All lines in the material below that hold "Ortiz" should be found and copied.

─── Source records

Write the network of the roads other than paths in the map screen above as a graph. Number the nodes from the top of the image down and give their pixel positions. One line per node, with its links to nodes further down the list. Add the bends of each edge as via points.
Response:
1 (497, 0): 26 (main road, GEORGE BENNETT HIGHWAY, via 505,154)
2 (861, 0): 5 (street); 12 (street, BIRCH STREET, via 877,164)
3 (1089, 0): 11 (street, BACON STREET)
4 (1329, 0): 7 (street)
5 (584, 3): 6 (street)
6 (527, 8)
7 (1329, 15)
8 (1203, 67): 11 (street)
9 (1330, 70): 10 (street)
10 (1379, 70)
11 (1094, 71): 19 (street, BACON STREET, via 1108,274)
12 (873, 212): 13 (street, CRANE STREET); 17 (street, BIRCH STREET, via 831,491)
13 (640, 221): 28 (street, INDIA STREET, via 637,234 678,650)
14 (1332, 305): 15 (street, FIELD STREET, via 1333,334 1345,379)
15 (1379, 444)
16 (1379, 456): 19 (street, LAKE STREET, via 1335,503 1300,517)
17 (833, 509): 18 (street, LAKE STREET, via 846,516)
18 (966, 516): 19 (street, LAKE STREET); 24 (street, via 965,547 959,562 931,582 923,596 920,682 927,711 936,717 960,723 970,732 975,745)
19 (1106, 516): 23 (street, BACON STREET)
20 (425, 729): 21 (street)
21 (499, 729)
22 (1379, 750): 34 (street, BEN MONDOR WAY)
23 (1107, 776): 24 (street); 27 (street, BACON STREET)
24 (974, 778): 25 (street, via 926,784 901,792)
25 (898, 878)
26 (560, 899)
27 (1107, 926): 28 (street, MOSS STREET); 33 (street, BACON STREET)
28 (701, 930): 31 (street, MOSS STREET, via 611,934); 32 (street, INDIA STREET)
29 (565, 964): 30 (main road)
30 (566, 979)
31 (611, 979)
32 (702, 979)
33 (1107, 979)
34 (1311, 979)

──────
─── Source records

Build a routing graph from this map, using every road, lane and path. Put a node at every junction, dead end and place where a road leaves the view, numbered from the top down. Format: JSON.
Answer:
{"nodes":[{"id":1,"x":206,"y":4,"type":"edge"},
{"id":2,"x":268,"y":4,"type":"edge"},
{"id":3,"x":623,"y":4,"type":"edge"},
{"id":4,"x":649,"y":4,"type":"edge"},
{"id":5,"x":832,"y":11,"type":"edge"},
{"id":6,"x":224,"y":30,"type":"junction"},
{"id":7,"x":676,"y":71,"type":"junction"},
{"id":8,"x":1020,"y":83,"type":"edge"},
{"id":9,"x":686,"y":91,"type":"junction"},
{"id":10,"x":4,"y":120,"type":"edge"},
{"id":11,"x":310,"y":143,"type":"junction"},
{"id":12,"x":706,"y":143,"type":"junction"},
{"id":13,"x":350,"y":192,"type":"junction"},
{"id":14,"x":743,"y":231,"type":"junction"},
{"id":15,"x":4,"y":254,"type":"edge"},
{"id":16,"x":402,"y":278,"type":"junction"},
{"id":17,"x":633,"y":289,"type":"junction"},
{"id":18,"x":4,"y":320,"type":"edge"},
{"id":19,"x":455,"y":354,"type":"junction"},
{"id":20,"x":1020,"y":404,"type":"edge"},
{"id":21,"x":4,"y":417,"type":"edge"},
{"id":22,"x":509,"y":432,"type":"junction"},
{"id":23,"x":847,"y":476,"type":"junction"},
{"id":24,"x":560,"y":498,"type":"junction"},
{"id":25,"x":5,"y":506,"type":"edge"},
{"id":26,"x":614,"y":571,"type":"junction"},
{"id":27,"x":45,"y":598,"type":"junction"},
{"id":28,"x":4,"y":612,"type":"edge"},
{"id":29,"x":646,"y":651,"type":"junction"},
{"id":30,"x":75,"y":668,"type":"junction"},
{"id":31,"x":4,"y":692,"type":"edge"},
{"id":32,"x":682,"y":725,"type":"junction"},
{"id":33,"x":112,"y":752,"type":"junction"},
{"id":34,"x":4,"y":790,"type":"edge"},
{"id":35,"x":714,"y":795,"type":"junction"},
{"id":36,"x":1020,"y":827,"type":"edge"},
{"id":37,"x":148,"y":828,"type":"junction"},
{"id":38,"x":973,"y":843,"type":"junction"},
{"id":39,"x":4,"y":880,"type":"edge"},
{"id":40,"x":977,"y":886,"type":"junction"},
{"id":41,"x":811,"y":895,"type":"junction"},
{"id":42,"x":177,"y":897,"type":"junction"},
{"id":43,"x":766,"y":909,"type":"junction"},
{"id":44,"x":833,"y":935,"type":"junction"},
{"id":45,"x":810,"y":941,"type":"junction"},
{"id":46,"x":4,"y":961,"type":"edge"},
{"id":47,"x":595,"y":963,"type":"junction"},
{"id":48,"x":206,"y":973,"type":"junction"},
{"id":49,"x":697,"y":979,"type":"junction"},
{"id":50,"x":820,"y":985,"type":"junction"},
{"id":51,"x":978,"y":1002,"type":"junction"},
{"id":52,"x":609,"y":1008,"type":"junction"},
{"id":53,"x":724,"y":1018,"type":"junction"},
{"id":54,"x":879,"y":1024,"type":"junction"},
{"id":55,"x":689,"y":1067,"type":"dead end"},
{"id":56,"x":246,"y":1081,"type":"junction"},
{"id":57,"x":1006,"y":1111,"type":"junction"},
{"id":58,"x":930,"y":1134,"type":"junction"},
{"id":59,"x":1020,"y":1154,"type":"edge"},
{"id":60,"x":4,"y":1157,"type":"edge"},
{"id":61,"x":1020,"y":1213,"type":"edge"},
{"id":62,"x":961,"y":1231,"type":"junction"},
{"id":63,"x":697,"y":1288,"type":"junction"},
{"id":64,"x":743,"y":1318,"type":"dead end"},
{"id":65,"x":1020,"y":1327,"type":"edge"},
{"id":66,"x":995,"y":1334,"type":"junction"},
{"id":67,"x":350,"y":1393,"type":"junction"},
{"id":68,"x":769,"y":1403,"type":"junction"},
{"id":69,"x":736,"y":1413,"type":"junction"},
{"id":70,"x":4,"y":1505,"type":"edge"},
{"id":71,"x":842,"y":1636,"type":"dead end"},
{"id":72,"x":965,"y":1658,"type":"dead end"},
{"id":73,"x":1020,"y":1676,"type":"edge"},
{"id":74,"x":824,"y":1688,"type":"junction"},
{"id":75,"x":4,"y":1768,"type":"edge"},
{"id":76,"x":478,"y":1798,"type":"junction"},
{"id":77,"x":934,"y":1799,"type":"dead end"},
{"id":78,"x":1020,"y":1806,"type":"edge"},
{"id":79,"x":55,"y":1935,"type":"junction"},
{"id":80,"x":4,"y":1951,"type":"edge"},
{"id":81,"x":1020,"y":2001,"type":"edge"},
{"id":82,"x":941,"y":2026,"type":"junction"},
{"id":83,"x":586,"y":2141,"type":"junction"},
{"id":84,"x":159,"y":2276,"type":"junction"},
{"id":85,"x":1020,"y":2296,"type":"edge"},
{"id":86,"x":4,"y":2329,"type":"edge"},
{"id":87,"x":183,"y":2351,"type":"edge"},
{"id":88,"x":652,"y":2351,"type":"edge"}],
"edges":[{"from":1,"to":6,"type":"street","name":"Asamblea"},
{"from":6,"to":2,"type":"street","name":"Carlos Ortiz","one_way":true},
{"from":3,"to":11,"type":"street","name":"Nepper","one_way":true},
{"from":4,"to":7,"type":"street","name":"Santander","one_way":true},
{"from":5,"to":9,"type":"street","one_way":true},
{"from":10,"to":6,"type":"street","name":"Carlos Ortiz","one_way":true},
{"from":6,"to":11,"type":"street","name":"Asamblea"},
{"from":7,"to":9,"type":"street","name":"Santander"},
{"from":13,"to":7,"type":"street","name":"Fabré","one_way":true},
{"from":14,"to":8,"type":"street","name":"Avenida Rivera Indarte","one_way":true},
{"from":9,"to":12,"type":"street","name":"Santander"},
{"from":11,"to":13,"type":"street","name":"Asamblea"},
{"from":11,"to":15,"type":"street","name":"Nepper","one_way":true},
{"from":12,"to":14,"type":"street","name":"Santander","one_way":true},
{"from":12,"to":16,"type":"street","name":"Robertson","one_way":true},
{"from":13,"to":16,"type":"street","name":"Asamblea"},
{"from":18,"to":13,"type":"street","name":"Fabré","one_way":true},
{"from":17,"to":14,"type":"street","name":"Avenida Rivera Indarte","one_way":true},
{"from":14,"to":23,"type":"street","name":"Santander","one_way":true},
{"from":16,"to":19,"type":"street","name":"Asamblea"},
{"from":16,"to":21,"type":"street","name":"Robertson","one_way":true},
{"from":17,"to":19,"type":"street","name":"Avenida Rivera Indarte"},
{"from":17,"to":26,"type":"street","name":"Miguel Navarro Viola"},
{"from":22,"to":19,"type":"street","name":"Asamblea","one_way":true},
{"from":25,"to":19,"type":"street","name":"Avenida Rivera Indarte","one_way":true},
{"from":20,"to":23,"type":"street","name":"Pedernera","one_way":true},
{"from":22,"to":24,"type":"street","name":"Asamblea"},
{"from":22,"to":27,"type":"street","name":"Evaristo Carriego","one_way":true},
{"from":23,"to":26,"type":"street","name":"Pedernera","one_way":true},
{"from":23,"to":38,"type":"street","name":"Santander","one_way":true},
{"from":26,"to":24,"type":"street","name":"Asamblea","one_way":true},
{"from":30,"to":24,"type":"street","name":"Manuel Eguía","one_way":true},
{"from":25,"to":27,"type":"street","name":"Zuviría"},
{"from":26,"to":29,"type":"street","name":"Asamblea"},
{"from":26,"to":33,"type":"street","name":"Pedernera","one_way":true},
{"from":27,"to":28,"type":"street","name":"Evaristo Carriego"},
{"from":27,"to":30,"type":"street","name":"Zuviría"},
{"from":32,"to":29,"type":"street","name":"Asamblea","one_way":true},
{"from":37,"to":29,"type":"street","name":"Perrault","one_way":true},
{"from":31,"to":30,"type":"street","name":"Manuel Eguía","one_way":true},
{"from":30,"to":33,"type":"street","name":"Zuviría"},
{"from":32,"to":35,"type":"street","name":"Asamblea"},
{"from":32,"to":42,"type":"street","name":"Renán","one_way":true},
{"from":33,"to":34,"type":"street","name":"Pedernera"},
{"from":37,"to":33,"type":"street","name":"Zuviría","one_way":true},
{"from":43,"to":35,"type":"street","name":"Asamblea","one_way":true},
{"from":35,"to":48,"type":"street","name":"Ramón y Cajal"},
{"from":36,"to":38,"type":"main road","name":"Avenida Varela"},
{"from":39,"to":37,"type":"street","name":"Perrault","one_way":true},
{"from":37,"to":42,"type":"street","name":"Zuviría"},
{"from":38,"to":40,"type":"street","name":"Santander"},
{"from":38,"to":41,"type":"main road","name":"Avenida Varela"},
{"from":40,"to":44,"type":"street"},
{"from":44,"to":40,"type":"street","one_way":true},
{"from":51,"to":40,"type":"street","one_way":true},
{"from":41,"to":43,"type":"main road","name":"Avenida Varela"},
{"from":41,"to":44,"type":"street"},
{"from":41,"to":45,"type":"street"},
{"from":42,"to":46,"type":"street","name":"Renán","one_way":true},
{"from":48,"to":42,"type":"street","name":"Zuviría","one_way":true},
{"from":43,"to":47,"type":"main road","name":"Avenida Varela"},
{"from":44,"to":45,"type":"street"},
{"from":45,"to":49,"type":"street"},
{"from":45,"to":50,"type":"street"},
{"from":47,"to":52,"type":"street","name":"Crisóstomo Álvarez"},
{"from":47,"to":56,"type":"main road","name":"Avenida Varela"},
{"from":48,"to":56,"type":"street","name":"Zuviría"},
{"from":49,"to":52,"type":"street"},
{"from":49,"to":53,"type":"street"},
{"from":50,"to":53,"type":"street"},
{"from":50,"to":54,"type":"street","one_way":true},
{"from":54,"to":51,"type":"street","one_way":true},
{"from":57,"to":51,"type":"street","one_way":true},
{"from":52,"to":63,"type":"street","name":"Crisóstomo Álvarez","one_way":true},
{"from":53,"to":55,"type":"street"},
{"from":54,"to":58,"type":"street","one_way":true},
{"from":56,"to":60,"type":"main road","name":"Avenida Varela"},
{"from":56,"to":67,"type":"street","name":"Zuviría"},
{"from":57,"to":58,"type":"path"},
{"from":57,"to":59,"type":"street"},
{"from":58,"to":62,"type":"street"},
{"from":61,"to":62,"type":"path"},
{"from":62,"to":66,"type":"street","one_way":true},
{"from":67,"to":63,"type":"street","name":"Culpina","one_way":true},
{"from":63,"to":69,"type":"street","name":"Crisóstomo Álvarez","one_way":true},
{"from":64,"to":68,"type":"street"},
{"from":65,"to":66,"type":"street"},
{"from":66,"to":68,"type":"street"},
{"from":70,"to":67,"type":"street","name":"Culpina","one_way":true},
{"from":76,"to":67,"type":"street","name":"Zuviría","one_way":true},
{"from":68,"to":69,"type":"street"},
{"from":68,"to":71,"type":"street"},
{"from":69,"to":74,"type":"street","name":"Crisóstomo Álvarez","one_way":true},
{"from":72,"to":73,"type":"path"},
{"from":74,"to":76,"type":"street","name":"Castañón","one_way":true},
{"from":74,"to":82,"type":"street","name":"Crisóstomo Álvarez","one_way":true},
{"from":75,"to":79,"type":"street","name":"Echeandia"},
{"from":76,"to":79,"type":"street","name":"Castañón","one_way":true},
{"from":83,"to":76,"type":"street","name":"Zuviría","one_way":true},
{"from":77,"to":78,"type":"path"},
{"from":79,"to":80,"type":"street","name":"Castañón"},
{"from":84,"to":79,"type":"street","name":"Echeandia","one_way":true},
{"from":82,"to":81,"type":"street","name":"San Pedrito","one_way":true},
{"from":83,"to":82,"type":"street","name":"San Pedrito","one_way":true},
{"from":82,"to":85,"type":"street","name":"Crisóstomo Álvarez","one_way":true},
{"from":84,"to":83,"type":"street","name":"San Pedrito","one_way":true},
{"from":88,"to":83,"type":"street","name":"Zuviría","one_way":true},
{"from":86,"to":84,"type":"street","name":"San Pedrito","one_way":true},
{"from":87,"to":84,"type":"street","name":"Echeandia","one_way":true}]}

──────

Answer for the task:
{"from":6,"to":2,"type":"street","name":"Carlos Ortiz","one_way":true},
{"from":10,"to":6,"type":"street","name":"Carlos Ortiz","one_way":true},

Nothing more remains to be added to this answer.